O professor disse não acreditar que haja interesse em acabar com o Pix. “Já há um nível de consolidação institucional. Os sistemas bancário e financeiro já funcionam de modo bastante regular através do Pix e há uma adaptação dos bancos em sentido amplo sobre o uso desse instrumento”, opinou.

O doutor em administração Paulo Roberto Feldmann, professor da Faculdade de Economia, Administração, Contabilidade e Atuária (FEA) da Universidade de São Paulo (USP), afirma que a legislação atual não permite que o detentor do cargo faça alterações no pagamento eletrônico. “Assim como o Banco Central implantou sem consultar ninguém, ele pode remover se assim quiser.”

Para o professor, não faria sentido para um presidente promover mudança em uma política que funciona bem e que é bem avaliada pela população, além de gerar um volume grande de transações para os bancos.

Sobre o assunto, Lula se posicionou em sua conta no Twitter afirmando ser invenção que pretende acabar com o Pix e se posicionando a favor da inclusão bancária.
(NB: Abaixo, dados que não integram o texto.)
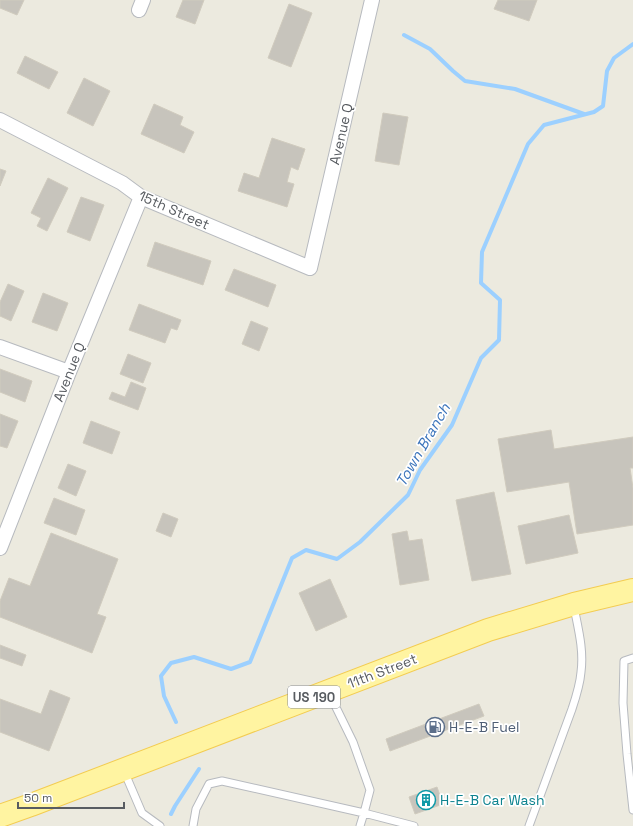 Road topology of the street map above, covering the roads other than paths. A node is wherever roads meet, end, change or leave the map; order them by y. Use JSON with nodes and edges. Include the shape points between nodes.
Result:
{"nodes":[{"id":1,"x":372,"y":0,"type":"edge"},
{"id":2,"x":0,"y":120,"type":"edge"},
{"id":3,"x":141,"y":197,"type":"junction"},
{"id":4,"x":310,"y":268,"type":"joint"},
{"id":5,"x":0,"y":347,"type":"edge"},
{"id":6,"x":69,"y":372,"type":"junction"},
{"id":7,"x":0,"y":548,"type":"edge"},
{"id":8,"x":633,"y":590,"type":"edge"},
{"id":9,"x":574,"y":604,"type":"junction"},
{"id":10,"x":633,"y":658,"type":"edge"},
{"id":11,"x":328,"y":691,"type":"junction"},
{"id":12,"x":630,"y":754,"type":"edge"},
{"id":13,"x":123,"y":770,"type":"junction"},
{"id":14,"x":633,"y":810,"type":"edge"},
{"id":15,"x":364,"y":813,"type":"junction"},
{"id":16,"x":0,"y":816,"type":"edge"},
{"id":17,"x":160,"y":826,"type":"edge"},
{"id":18,"x":193,"y":826,"type":"edge"},
{"id":19,"x":360,"y":826,"type":"edge"},
{"id":20,"x":414,"y":826,"type":"edge"},
{"id":21,"x":529,"y":826,"type":"edge"}],
"edges":[{"from":1,"to":4,"type":"street","name":"Avenue Q"},
{"from":2,"to":3,"type":"street","name":"15th Street","via":[[122,184]]},
{"from":3,"to":4,"type":"street","name":"15th Street"},
{"from":3,"to":6,"type":"street","name":"Avenue Q"},
{"from":5,"to":6,"type":"street"},
{"from":6,"to":7,"type":"street","name":"Avenue Q"},
{"from":8,"to":9,"type":"main road","name":"11th Street","number":"US 190"},
{"from":9,"to":11,"type":"main road","name":"11th Street","number":"US 190","via":[[488,630]]},
{"from":9,"to":21,"type":"lane","via":[[582,657],[578,690]]},
{"from":10,"to":12,"type":"lane","via":[[624,661],[623,703]]},
{"from":11,"to":13,"type":"main road","name":"11th Street","number":"US 190"},
{"from":11,"to":15,"type":"lane","via":[[354,742],[370,790]]},
{"from":12,"to":14,"type":"lane"},
{"from":13,"to":16,"type":"main road","name":"11th Street","number":"US 190"},
{"from":13,"to":17,"type":"lane","via":[[142,813]]},
{"from":15,"to":18,"type":"lane","via":[[222,782],[209,784],[196,809]]},
{"from":15,"to":19,"type":"lane"},
{"from":15,"to":20,"type":"lane"}]}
Autor do vídeo exagera perda de lucro dos bancos

O autor do vídeo afirma ainda que os banqueiros deixaram de receber R$ 40 bilhões ao ano após o lançamento da ferramenta de pagamento em 2020. Trata-se de uma reprodução do discurso do ministro da Casa Civil Ciro Nogueira (PP-PI), que afirmou no Twitter que o presidente Jair Bolsonaro (PL) fez os banqueiros perderem esse valor por ano. Para Nogueira, isso teria levado representantes do sistema financeiro a classe a assinar a Carta em Defesa da DemocraciaNesta quinta, 28, Bolsonaro também afirmou que a assinatura do documento é uma reação dos banqueiros à criação do Pix e a um suposto fim do monopólio do setor bancário.

O Estadão mostrou na última semana, contudo, que em 2021 Itaú Unibanco, Bradesco, Banco do Brasil e Santander – as quatro maiores instituições do Brasil – tiveram o maior lucro dos últimos 15 anos, de R$ 81 bilhões. Neste mesmo período, o Pix resultou em perda de R$ 1,5 bilhão em receitas com tarifas dos mesmos bancos. A “perda” com o Pix representou, assim, menos de 2% do lucro daquele ano. Recentemente, o Estadão Verifica também desmentiu que bancos tiveram mais de R$ 400 bilhões em prejuízo com tarifas sobre as transações, destacando que a queda de receitas, na verdade, foi de R$ 1,5 bilhão no ano passado. O Comprova também verificou esse tema, chegando à mesma conclusão. 

O economista Giliad Silva cita esse cenário de alta nos lucros como mais um ponto positivo na estabilidade do Pix. “À luz dos dados mais contemporâneos vemos que o setor bancário, de longe, não tem um déficit na rentabilidade. A taxa de lucro do setor bancário é sempre muito ajustada à da economia brasileira e em alguns períodos é maior”, afirmou. 

A reportagem procurou o Banco Central, que preferiu não se posicionar sobre o assunto.